For Democrats, the stakes are electoral as much as legislative. Rep. Pramila Jayapal (D-WA) disclosed publicly during the hearing that she had an abortion, shaping the debate in personal terms. Rep. Sydney Kamlager-Dove (D-CA) recited a documented record: 11 murders, 26 attempted murders, 42 bombings, and 200 acts of arson against reproductive health facilities since 1977, calling it "a nearly five-decade-long terrorist campaign." Scanlon submitted pages 557 and 558 of Project 2025 into the record, explicitly linking the repeal effort to the Heritage Foundation's policy blueprint.

Yes, But

The Trump administration's enforcement posture contains a notable asymmetry that Democrats highlighted. While the DOJ dismissed FACE Act cases against anti-abortion protesters and fired the prosecutors who brought them, it allowed cases against abortion rights activists to proceed. One Florida defendant received a 120-day prison sentence in March 2025. Waters argued this selective approach "declares open season" on clinic workers and patients. That inconsistency could complicate Republican arguments that the law itself is the problem, rather than how it has been enforced.

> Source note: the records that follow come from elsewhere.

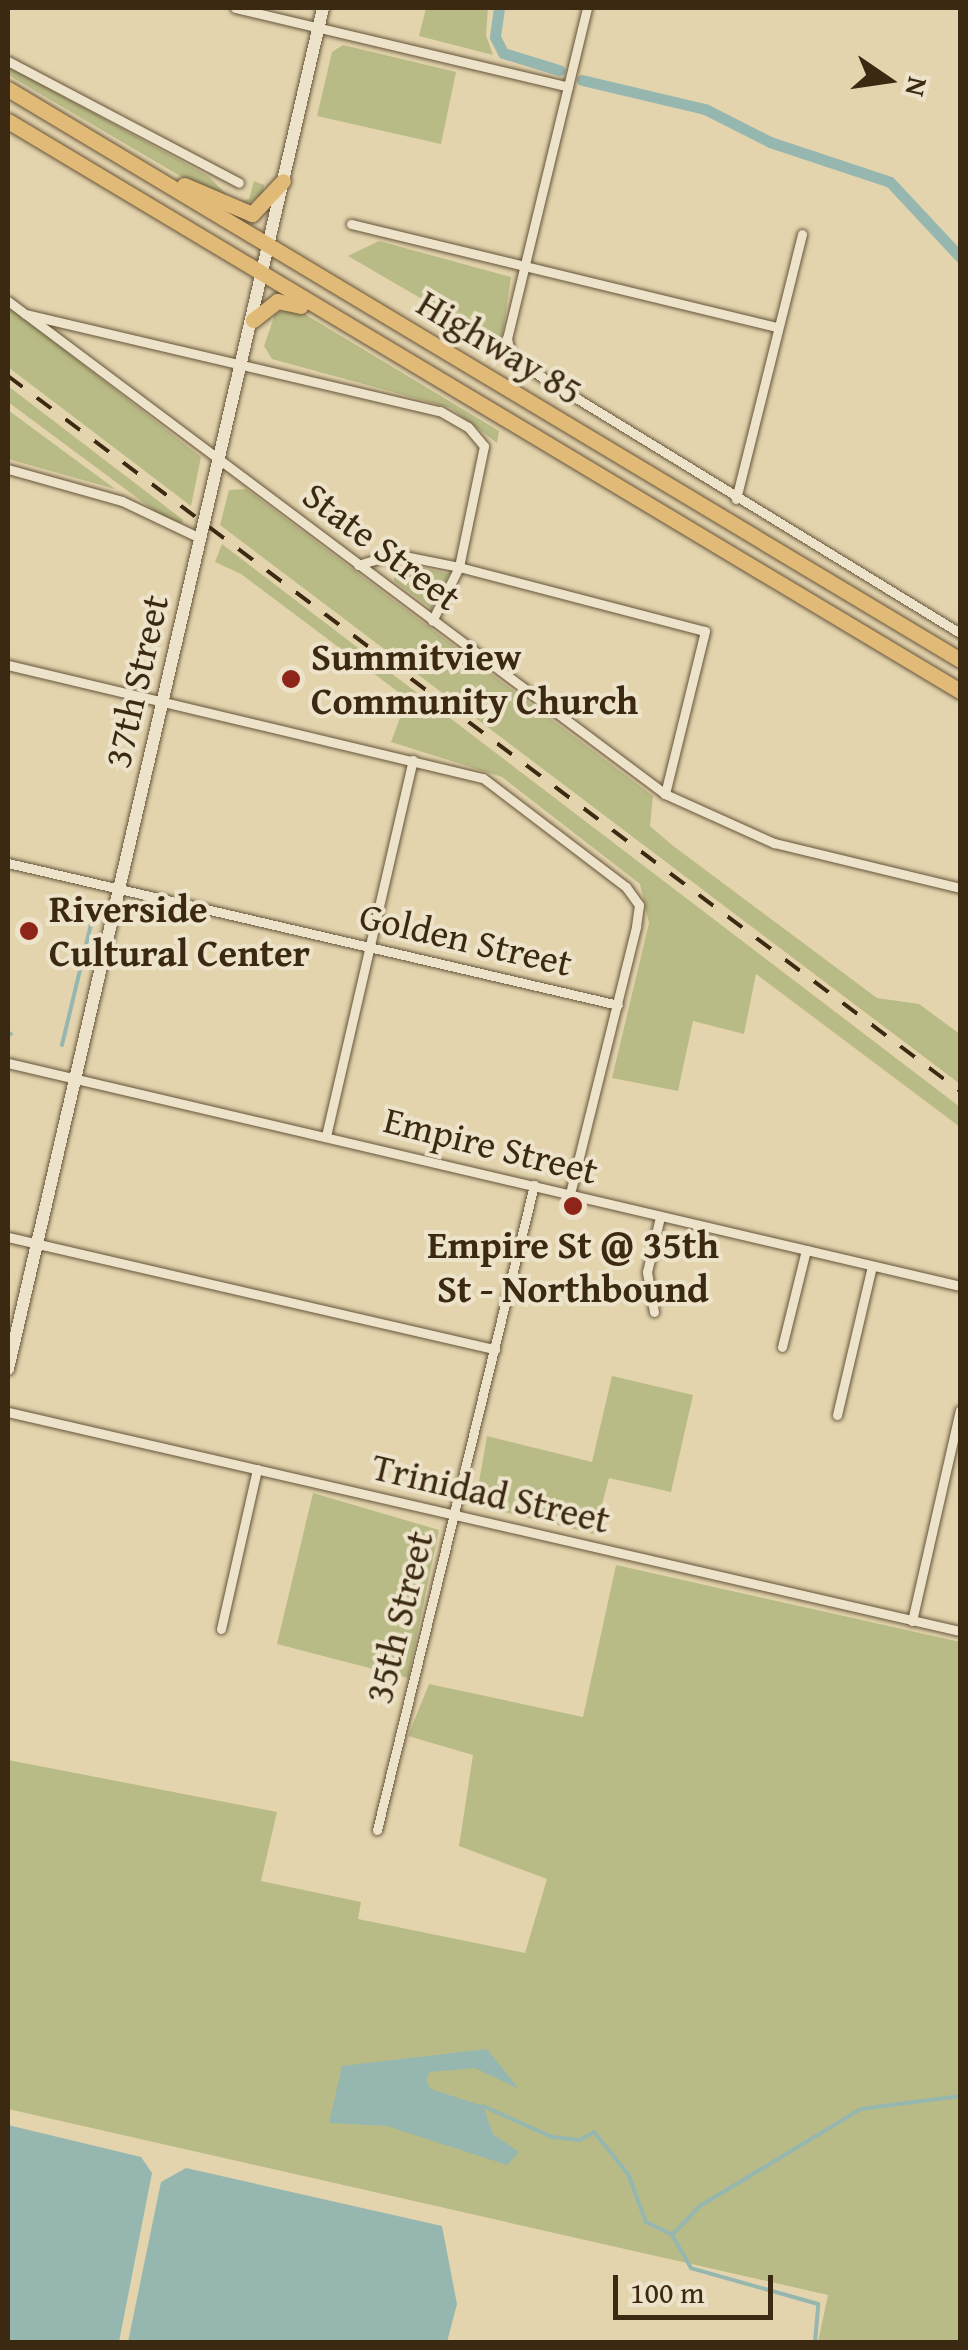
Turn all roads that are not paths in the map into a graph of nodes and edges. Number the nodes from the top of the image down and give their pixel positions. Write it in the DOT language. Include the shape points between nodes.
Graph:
graph roads {
  1 [pos="235,8"];
  2 [pos="322,8"];
  3 [pos="586,8"];
  4 [pos="318,26"];
  5 [pos="8,61"];
  6 [pos="568,87"];
  7 [pos="8,89"];
  8 [pos="8,121"];
  9 [pos="145,172"];
  10 [pos="283,181"];
  11 [pos="238,183"];
  12 [pos="352,224"];
  13 [pos="802,234"];
  14 [pos="268,247"];
  15 [pos="525,269"];
  16 [pos="262,274"];
  17 [pos="8,301"];
  18 [pos="23,313"];
  19 [pos="252,320"];
  20 [pos="776,327"];
  21 [pos="244,362"];
  22 [pos="432,376"];
  23 [pos="219,460"];
  24 [pos="8,469"];
  25 [pos="736,498"];
  26 [pos="200,538"];
  27 [pos="358,565"];
  28 [pos="458,566"];
  29 [pos="432,621"];
  30 [pos="960,633"];
  31 [pos="960,660"];
  32 [pos="8,665"];
  33 [pos="960,691"];
  34 [pos="162,701"];
  35 [pos="413,760"];
  36 [pos="665,794"];
  37 [pos="8,864"];
  38 [pos="960,888"];
  39 [pos="119,890"];
  40 [pos="371,948"];
  41 [pos="618,1006"];
  42 [pos="8,1063"];
  43 [pos="76,1079"];
  44 [pos="326,1136"];
  45 [pos="534,1185"];
  46 [pos="570,1194"];
  47 [pos="660,1217"];
  48 [pos="8,1237"];
  49 [pos="38,1243"];
  50 [pos="806,1250"];
  51 [pos="872,1266"];
  52 [pos="960,1286"];
  53 [pos="654,1312"];
  54 [pos="782,1347"];
  55 [pos="495,1350"];
  56 [pos="8,1368"];
  57 [pos="960,1410"];
  58 [pos="8,1412"];
  59 [pos="837,1416"];
  60 [pos="257,1469"];
  61 [pos="455,1516"];
  62 [pos="912,1620"];
  63 [pos="221,1629"];
  64 [pos="960,1631"];
  65 [pos="377,1830"];
  1 -- 4 [label="street"];
  2 -- 4 [label="main road, 37th Street"];
  3 -- 6 [label="street"];
  4 -- 6 [label="street"];
  4 -- 10 [label="main road, 37th Street"];
  5 -- 11 [label="street"];
  6 -- 15 [label="street"];
  7 -- 9 [label="highway, Highway 85"];
  8 -- 16 [label="highway, Highway 85"];
  9 -- 10 [label="highway" via="164,174 252,214"];
  9 -- 14 [label="highway, Highway 85"];
  10 -- 14 [label="main road, 37th Street"];
  12 -- 15 [label="street"];
  13 -- 20 [label="street"];
  14 -- 16 [label="main road, 37th Street"];
  14 -- 31 [label="highway, Highway 85"];
  15 -- 20 [label="street"];
  15 -- 25 [label="street" via="507,338 510,358"];
  16 -- 19 [label="main road, 37th Street"];
  16 -- 22 [label="highway, Highway 85"];
  17 -- 18 [label="street, State Street"];
  18 -- 21 [label="street"];
  18 -- 23 [label="street, State Street"];
  19 -- 21 [label="main road, 37th Street"];
  19 -- 22 [label="highway" via="270,303 292,302 400,366"];
  20 -- 25 [label="street"];
  21 -- 23 [label="main road, 37th Street"];
  21 -- 28 [label="street" via="440,411 474,432 484,446"];
  22 -- 33 [label="highway, Highway 85"];
  23 -- 26 [label="main road, 37th Street"];
  23 -- 27 [label="street, State Street"];
  24 -- 26 [label="street" via="122,501"];
  25 -- 30 [label="street"];
  26 -- 34 [label="main road, 37th Street"];
  27 -- 28 [label="street" via="394,554"];
  27 -- 29 [label="street, State Street"];
  28 -- 29 [label="street"];
  28 -- 36 [label="street" via="705,632"];
  29 -- 36 [label="street, State Street"];
  32 -- 34 [label="street"];
  34 -- 35 [label="street"];
  34 -- 39 [label="main road, 37th Street"];
  35 -- 40 [label="street"];
  35 -- 41 [label="street" via="483,778 626,887 639,905"];
  36 -- 38 [label="street, State Street" via="774,843"];
  37 -- 39 [label="street, Golden Street"];
  39 -- 40 [label="street, Golden Street"];
  39 -- 43 [label="main road, 37th Street"];
  40 -- 41 [label="street, Golden Street"];
  40 -- 44 [label="street"];
  41 -- 46 [label="street"];
  42 -- 43 [label="street, Empire Street"];
  43 -- 44 [label="street, Empire Street"];
  43 -- 49 [label="main road, 37th Street"];
  44 -- 45 [label="street, Empire Street"];
  45 -- 46 [label="street, Empire Street"];
  45 -- 55 [label="street, 35th Street"];
  46 -- 47 [label="street, Empire Street"];
  47 -- 50 [label="street, Empire Street"];
  47 -- 53 [label="street" via="647,1272"];
  48 -- 49 [label="street"];
  49 -- 55 [label="street"];
  49 -- 56 [label="main road, 37th Street"];
  50 -- 51 [label="street, Empire Street"];
  50 -- 54 [label="street"];
  51 -- 52 [label="street, Empire Street"];
  51 -- 59 [label="street"];
  55 -- 61 [label="street, 35th Street"];
  57 -- 62 [label="street"];
  58 -- 60 [label="street, Trinidad Street"];
  60 -- 61 [label="street, Trinidad Street"];
  60 -- 63 [label="street"];
  61 -- 62 [label="street, Trinidad Street"];
  61 -- 65 [label="street, 35th Street"];
  62 -- 64 [label="street, Trinidad Street"];
}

Rep. Jamie Raskin (D-MD) noted that the FACE Act has been upheld by every federal court that has considered it, including post-Dobbs challenges. The Sixth Circuit ruled in 2025 that the Supreme Court's Dobbs decision had "no effect on FACE's constitutionality."

What's Next

H.R. 589 is positioned for a full House floor vote, having cleared committee in June 2025. Its path in the Senate is less clear. Planned Parenthood Federation of America explicitly named H.R. 589 in its lobbying disclosures, and reproductive rights groups have submitted statements from the Center for Reproductive Rights, the National Abortion Federation, and the American College of Obstetricians and Gynecologists opposing repeal.

The Bottom Line

Tuesday's hearing was less a fact-finding exercise than a legislative base. Republicans are building a record for FACE Act repeal while Democrats are building one for the next election cycle.